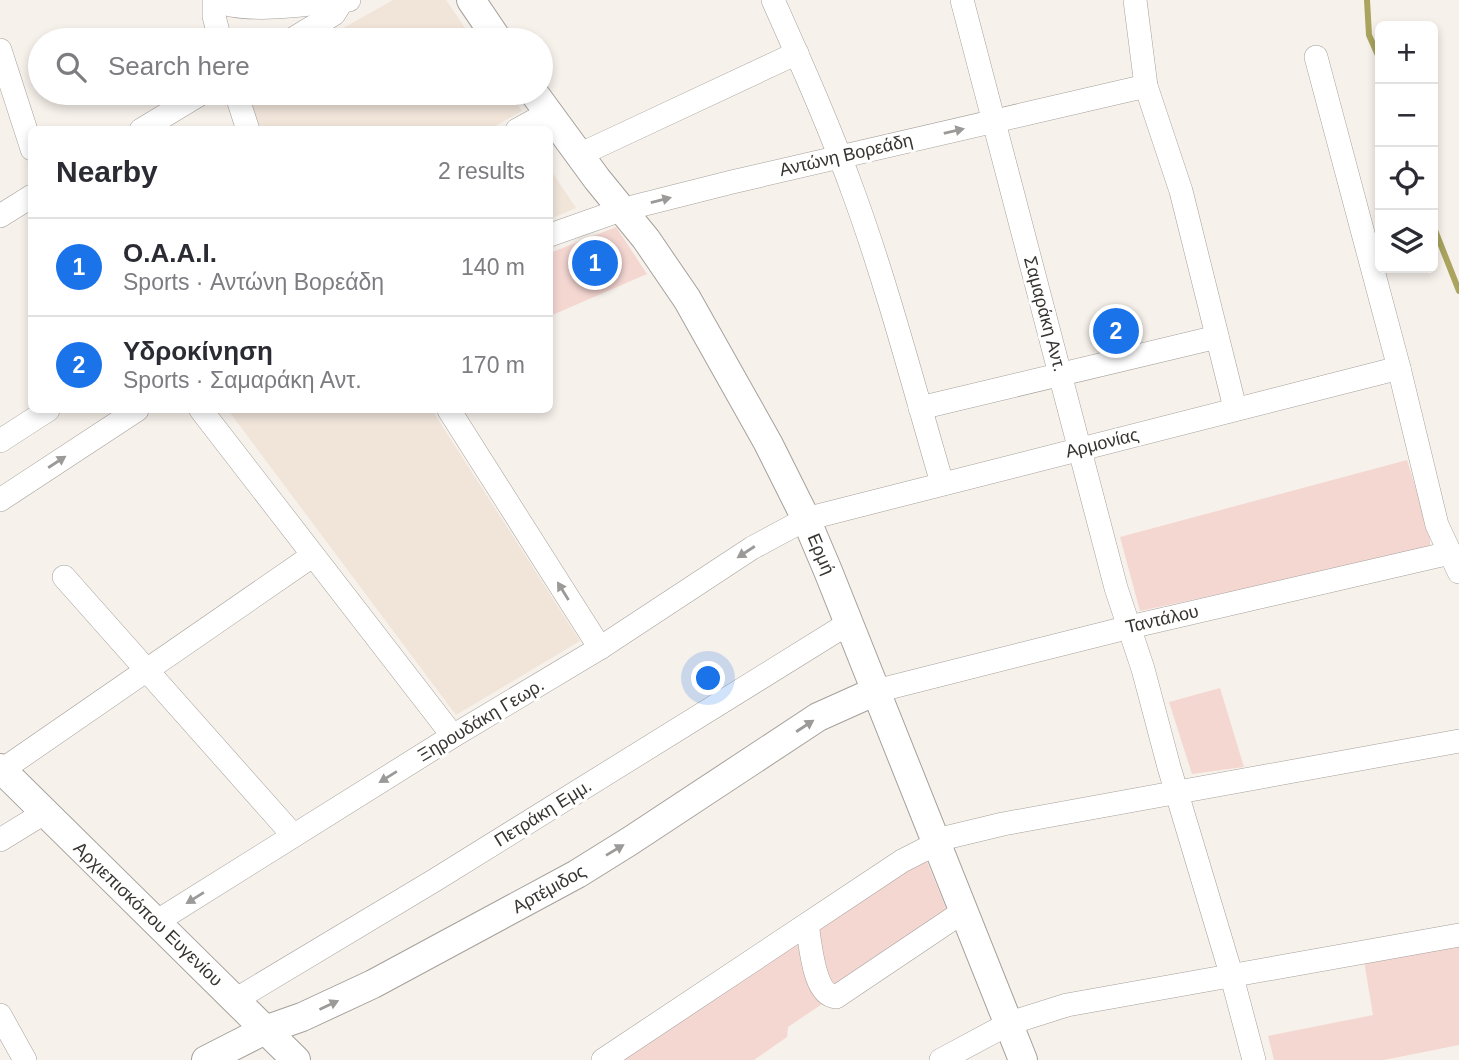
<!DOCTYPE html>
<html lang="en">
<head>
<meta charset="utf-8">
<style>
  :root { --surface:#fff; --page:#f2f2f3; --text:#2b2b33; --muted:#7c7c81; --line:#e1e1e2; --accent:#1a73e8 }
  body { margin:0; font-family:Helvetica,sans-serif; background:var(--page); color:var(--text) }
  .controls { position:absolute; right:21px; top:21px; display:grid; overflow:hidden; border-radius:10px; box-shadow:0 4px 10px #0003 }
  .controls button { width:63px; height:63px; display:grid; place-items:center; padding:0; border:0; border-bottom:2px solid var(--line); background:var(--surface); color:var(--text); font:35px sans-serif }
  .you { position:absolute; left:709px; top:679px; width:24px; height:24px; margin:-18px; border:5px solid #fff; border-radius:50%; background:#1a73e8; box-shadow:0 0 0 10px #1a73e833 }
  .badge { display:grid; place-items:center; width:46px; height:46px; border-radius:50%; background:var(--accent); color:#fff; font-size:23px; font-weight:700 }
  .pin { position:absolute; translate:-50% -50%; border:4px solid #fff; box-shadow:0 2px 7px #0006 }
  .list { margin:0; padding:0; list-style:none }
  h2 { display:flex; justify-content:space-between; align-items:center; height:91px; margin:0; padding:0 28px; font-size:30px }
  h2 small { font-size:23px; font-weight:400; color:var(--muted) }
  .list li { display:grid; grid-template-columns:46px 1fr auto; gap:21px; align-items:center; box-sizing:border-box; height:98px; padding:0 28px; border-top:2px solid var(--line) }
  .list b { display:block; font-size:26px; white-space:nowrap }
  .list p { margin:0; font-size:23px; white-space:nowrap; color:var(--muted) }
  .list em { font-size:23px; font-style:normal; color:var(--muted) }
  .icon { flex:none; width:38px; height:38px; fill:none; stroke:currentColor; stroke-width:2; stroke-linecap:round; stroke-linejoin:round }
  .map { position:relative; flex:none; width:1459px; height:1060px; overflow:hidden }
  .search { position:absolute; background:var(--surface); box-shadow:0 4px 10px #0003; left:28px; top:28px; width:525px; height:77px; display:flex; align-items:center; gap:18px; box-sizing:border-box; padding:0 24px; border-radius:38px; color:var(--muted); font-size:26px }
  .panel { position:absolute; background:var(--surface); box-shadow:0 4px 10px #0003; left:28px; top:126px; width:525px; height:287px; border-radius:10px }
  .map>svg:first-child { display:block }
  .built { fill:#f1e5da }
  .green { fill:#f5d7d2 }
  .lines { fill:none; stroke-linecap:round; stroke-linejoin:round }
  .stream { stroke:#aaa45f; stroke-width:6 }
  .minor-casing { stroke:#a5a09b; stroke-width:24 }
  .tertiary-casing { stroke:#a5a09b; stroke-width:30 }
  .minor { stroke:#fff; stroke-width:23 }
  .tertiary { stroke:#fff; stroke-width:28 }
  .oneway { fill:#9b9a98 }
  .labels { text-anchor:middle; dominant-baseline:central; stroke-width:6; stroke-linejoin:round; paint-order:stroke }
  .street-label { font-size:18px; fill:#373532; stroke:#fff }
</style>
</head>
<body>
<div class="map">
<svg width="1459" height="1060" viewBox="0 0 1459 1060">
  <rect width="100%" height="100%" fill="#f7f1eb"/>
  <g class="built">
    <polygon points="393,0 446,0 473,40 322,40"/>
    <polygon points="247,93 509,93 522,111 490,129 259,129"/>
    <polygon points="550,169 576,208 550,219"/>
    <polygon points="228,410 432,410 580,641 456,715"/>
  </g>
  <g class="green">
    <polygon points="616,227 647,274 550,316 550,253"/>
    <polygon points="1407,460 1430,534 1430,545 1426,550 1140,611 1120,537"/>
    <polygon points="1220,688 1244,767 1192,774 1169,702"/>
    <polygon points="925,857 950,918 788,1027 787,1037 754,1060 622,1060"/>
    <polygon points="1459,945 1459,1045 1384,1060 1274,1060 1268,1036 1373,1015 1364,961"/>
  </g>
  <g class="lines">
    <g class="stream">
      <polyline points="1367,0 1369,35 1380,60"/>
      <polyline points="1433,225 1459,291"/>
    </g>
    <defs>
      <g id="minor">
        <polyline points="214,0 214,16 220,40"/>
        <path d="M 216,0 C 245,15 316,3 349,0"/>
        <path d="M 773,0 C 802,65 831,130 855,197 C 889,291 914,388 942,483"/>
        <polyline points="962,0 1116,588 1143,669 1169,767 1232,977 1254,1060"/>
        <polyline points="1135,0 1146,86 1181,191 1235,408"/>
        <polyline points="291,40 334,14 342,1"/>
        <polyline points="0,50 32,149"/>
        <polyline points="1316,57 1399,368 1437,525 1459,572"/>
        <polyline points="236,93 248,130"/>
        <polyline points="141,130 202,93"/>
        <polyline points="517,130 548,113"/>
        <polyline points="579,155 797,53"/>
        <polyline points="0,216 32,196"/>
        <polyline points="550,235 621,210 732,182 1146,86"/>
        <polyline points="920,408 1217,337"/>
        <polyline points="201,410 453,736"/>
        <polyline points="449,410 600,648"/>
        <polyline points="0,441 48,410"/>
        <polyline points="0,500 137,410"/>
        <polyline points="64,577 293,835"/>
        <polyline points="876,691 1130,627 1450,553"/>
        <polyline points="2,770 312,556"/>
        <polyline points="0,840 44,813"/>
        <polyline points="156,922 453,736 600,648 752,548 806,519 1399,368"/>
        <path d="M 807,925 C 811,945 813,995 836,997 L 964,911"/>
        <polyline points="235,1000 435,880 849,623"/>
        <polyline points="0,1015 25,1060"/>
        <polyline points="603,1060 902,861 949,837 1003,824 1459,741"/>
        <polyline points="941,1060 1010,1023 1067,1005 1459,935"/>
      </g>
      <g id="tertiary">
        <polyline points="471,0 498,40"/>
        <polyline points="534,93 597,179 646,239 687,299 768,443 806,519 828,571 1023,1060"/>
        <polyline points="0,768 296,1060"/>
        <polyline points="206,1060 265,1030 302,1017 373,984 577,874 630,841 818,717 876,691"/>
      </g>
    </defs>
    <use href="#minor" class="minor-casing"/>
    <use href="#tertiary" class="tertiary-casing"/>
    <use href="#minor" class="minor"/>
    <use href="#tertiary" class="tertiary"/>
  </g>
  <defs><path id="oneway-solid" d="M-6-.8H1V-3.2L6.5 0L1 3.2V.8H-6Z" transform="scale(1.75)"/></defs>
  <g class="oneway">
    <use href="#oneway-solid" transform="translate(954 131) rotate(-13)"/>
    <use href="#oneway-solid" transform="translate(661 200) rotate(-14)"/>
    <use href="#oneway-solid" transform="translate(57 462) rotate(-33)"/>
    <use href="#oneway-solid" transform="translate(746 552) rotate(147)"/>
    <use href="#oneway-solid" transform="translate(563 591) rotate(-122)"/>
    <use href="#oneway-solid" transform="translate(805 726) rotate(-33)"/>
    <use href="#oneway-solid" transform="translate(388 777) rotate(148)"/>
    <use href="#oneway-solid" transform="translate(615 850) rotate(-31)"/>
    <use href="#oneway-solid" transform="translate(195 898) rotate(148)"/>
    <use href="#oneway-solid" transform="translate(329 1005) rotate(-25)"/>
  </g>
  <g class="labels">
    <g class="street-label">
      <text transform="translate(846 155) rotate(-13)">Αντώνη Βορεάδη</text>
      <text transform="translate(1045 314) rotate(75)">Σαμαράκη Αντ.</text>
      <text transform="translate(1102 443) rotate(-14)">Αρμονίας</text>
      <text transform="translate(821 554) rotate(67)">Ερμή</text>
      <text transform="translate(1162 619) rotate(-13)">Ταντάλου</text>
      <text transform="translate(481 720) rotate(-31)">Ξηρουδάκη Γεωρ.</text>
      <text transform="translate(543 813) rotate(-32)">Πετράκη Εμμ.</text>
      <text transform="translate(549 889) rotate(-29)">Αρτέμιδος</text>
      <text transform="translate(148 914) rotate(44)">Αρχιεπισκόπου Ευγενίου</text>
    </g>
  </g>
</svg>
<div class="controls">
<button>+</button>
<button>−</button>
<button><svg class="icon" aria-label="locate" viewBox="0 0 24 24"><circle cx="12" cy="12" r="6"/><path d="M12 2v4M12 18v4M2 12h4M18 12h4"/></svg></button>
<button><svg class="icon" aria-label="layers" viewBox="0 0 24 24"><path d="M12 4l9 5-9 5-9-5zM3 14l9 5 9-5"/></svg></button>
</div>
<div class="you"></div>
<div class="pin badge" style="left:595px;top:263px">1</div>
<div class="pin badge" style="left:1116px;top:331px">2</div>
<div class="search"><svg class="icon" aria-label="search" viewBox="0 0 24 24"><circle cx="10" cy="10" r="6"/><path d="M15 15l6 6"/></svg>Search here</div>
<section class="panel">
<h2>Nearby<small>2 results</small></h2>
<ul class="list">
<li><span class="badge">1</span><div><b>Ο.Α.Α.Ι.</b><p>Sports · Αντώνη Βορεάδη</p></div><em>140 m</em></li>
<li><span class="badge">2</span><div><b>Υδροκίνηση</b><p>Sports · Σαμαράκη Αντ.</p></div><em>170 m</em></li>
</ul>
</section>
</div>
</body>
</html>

• _ACTIVITY_: Give again, word for word, every line from the top of the data above to the line holding "font-size:23px; font-style:normal; color:var(--muted)", inclusive, with the pictures left out.

• _TASK ANSWER_:
<!DOCTYPE html>
<html lang="en">
<head>
<meta charset="utf-8">
<style>
  :root { --surface:#fff; --page:#f2f2f3; --text:#2b2b33; --muted:#7c7c81; --line:#e1e1e2; --accent:#1a73e8 }
  body { margin:0; font-family:Helvetica,sans-serif; background:var(--page); color:var(--text) }
  .controls { position:absolute; right:21px; top:21px; display:grid; overflow:hidden; border-radius:10px; box-shadow:0 4px 10px #0003 }
  .controls button { width:63px; height:63px; display:grid; place-items:center; padding:0; border:0; border-bottom:2px solid var(--line); background:var(--surface); color:var(--text); font:35px sans-serif }
  .you { position:absolute; left:709px; top:679px; width:24px; height:24px; margin:-18px; border:5px solid #fff; border-radius:50%; background:#1a73e8; box-shadow:0 0 0 10px #1a73e833 }
  .badge { display:grid; place-items:center; width:46px; height:46px; border-radius:50%; background:var(--accent); color:#fff; font-size:23px; font-weight:700 }
  .pin { position:absolute; translate:-50% -50%; border:4px solid #fff; box-shadow:0 2px 7px #0006 }
  .list { margin:0; padding:0; list-style:none }
  h2 { display:flex; justify-content:space-between; align-items:center; height:91px; margin:0; padding:0 28px; font-size:30px }
  h2 small { font-size:23px; font-weight:400; color:var(--muted) }
  .list li { display:grid; grid-template-columns:46px 1fr auto; gap:21px; align-items:center; box-sizing:border-box; height:98px; padding:0 28px; border-top:2px solid var(--line) }
  .list b { display:block; font-size:26px; white-space:nowrap }
  .list p { margin:0; font-size:23px; white-space:nowrap; color:var(--muted) }
  .list em { font-size:23px; font-style:normal; color:var(--muted) }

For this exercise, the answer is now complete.